Jokes and Giggles - Cover

Jokes and Giggles

Copyright© 2015 by Jack Spratt

Chapter 240

SIMPLE TRUTH 1

Lovers help each other undress before sex.
However after sex, they always dress on their own.
Moral of the story: In life, no one helps you once you're screwed.

SIMPLE TRUTH #2

When a lady is pregnant, all her friends touch the stomach and say, "Congrats".
But, none of them come and touch the man's penis and say, "Good job".
Moral of the story: "Hard work is never appreciated."

the Five Rules to Remember in Life

1. Money cannot buy happiness, but it's more comfortable to cry in a Corvette than on a bicycle.

2. Forgive your enemy, but remember the ass-hole's name.

3. If you help someone when they're in trouble, they will remember you when they're in trouble again.

4. Many people are alive only because it's illegal to shoot them.

5. Alcohol does not solve any problems, but then neither does milk.

AND A BONUS RULE:

6. Condoms do not guarantee safe sex;
A friend of mine was wearing one when he was shot by the woman's husband!

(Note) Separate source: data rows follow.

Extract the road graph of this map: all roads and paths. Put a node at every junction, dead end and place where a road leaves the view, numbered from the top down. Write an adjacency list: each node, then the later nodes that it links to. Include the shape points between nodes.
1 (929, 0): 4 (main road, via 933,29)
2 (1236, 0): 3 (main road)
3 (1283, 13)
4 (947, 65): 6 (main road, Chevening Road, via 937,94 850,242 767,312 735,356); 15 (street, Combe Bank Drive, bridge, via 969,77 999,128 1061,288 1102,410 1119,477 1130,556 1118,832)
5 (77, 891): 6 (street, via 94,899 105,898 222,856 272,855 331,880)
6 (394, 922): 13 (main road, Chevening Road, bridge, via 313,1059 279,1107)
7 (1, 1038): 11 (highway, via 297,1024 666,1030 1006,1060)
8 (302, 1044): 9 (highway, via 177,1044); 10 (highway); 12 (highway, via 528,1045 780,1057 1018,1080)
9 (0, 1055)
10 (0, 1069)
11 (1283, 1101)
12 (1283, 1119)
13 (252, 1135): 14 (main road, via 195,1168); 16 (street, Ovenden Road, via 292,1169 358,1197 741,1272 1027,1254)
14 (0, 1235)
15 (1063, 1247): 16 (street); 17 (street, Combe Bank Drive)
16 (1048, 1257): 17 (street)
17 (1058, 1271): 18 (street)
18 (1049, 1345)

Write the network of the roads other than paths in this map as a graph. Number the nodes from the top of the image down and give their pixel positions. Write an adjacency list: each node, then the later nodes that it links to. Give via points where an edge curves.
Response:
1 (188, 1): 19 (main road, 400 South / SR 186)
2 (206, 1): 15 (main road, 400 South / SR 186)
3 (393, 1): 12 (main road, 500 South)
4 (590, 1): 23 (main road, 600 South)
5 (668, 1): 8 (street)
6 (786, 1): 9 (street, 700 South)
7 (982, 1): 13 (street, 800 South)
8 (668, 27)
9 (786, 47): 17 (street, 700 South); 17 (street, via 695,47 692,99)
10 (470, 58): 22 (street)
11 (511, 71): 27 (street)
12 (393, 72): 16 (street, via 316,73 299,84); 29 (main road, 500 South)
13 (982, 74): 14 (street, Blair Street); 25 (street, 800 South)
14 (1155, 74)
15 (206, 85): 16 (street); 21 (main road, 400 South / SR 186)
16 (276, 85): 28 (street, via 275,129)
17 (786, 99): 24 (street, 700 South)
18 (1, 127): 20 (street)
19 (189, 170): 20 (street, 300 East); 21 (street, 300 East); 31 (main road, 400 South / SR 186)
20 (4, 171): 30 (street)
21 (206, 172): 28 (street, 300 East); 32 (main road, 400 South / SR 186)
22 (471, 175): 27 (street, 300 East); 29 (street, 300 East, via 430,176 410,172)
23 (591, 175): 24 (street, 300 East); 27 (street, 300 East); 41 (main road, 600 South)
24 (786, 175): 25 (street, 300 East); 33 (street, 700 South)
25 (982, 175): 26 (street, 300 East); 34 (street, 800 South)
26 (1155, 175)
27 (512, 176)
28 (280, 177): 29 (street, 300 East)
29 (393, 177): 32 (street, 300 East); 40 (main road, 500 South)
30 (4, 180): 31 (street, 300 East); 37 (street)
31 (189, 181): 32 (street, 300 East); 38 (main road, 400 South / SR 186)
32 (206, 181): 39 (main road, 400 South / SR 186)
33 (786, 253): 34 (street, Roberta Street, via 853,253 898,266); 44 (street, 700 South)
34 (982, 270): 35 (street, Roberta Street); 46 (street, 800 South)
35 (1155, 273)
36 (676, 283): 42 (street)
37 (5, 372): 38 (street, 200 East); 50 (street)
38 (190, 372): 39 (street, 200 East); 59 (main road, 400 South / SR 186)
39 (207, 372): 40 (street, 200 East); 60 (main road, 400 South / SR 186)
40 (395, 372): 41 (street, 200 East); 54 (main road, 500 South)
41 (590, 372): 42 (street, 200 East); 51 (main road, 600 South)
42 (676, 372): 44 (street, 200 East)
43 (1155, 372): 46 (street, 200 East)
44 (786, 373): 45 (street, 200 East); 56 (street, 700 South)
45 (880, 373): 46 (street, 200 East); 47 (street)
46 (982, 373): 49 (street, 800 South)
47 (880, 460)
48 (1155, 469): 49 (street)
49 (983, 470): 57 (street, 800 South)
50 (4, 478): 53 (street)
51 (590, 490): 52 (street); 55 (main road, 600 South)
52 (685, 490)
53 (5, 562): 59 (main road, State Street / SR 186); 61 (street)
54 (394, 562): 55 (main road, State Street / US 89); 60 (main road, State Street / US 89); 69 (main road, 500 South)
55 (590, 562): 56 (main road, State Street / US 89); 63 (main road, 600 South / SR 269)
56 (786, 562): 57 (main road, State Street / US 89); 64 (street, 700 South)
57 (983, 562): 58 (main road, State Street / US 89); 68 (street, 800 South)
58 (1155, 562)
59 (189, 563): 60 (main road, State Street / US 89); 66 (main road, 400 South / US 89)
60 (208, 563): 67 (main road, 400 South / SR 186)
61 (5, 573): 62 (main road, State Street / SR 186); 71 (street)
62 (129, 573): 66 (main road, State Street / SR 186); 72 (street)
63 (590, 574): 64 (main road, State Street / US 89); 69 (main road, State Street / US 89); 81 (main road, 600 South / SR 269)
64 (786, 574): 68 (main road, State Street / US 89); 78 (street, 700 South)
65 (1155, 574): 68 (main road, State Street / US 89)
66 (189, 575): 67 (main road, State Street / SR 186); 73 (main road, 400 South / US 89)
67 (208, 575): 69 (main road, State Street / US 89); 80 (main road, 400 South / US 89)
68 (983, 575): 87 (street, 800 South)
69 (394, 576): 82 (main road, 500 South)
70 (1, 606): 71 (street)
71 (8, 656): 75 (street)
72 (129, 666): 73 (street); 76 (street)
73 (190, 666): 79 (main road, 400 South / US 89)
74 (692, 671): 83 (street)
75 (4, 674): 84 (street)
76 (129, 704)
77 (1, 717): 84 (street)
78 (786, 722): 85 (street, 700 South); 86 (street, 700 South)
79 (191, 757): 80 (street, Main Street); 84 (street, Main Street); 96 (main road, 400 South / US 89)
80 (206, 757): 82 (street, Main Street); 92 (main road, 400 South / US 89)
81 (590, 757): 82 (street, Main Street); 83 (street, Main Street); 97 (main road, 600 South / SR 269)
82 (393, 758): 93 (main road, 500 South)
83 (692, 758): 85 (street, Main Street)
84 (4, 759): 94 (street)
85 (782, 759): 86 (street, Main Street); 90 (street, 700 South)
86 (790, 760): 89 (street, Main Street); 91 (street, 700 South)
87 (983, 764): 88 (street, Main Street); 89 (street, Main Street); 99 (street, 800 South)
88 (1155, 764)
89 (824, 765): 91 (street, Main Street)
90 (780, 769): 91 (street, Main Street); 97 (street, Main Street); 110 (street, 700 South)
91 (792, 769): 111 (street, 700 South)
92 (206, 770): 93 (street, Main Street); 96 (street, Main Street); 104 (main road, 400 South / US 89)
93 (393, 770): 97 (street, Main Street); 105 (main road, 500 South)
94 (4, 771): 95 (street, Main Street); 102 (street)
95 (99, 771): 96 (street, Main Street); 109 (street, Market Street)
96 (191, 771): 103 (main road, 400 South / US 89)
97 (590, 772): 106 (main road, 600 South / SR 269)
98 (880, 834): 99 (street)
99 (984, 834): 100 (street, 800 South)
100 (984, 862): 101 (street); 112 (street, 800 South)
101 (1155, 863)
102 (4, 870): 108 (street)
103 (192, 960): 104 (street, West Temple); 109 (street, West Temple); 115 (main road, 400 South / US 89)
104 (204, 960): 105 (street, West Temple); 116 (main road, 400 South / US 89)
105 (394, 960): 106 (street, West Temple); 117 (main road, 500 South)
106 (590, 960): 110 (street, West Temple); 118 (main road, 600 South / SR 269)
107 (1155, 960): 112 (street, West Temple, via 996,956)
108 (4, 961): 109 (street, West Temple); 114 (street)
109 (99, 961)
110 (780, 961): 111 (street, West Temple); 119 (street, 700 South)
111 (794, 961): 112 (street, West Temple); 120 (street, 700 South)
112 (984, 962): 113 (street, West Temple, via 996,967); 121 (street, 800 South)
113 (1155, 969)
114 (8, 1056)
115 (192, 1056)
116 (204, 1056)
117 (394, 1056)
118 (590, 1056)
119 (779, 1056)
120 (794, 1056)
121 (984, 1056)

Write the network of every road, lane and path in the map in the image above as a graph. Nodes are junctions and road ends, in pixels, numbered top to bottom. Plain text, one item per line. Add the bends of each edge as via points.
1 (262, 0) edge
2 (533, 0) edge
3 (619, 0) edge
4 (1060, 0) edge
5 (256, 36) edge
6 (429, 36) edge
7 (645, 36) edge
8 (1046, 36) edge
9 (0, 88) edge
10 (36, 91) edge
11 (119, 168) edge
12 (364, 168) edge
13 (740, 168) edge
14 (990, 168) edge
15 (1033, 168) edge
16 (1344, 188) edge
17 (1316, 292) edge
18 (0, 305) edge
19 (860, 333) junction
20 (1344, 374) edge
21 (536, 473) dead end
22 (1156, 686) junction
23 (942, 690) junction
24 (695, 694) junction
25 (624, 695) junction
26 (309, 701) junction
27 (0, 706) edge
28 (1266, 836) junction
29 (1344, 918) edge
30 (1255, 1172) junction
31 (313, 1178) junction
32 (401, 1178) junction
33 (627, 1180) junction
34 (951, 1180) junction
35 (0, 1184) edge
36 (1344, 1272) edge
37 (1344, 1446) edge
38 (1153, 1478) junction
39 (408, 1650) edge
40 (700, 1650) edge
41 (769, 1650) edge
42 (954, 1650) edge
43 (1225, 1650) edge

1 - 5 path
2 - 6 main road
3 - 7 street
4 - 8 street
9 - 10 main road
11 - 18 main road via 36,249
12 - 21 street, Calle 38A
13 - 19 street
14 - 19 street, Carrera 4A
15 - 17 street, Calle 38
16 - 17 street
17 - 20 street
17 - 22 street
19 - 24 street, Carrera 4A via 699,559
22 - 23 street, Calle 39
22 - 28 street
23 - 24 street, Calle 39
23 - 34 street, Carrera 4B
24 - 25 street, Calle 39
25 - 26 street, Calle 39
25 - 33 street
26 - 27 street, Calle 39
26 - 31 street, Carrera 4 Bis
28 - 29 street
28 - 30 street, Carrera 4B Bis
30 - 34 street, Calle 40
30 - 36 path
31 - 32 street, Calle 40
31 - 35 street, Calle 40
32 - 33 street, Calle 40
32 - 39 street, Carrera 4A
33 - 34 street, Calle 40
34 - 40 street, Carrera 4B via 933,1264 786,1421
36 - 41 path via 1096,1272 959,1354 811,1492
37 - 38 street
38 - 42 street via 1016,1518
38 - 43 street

This one is compliments of john

Ramblings of a Retired Mind

I found this timely, because today I was in a store that sells sunglasses, and only sunglasses. A young lady walks over to me and asks, "What brings you in today?"

I looked at her, and said, "I'm interested in buying a refrigerator." She didn't quite know how to respond.

Am I getting to be that age?

I was thinking about how a status symbol of today is those cell phones that everyone has clipped onto their belt or purse. I can't afford one. So I'm wearing my garage door opener.

I was thinking about old age and decided that old age is when you still have something on the ball, but you are just too tired to bounce it.

I thought about making a fitness movie for folks my age and calling it 'Pumping Rust.'

When people see a cat's litter box they always say, "Oh, have you got a cat?" Just once I want to say, "No, it's for company!"

Employment application blanks always ask who is to be called in case of an emergency. I think you should write, 'An ambulance.'

Birds of a feather flock together and then potty on your car.

The older you get the tougher it is to lose weight because by then your body and your fat have gotten to be really good friends.

The easiest way to find something lost around the house is to buy a replacement.

Did you ever notice: The Roman Numerals for forty (40) are XL.

The sole purpose of a child's middle name is so he can tell when he's really in trouble...

Did you ever notice: When you put the 2 words 'The' and 'IRS' together it spells 'Theirs... '

Aging: Eventually you will reach a point when you stop lying about your age and start bragging about it.

Some people try to turn back their "odometers." Not me. I want people to know 'why' I look this way. I've traveled a long way and some of the roads weren't paved.

You know you are getting old when everything either dries up or leaks.

Ah! Being young is beautiful but being old is comfortable.

Lord, Keep your arm around my shoulder and your hand over my mouth.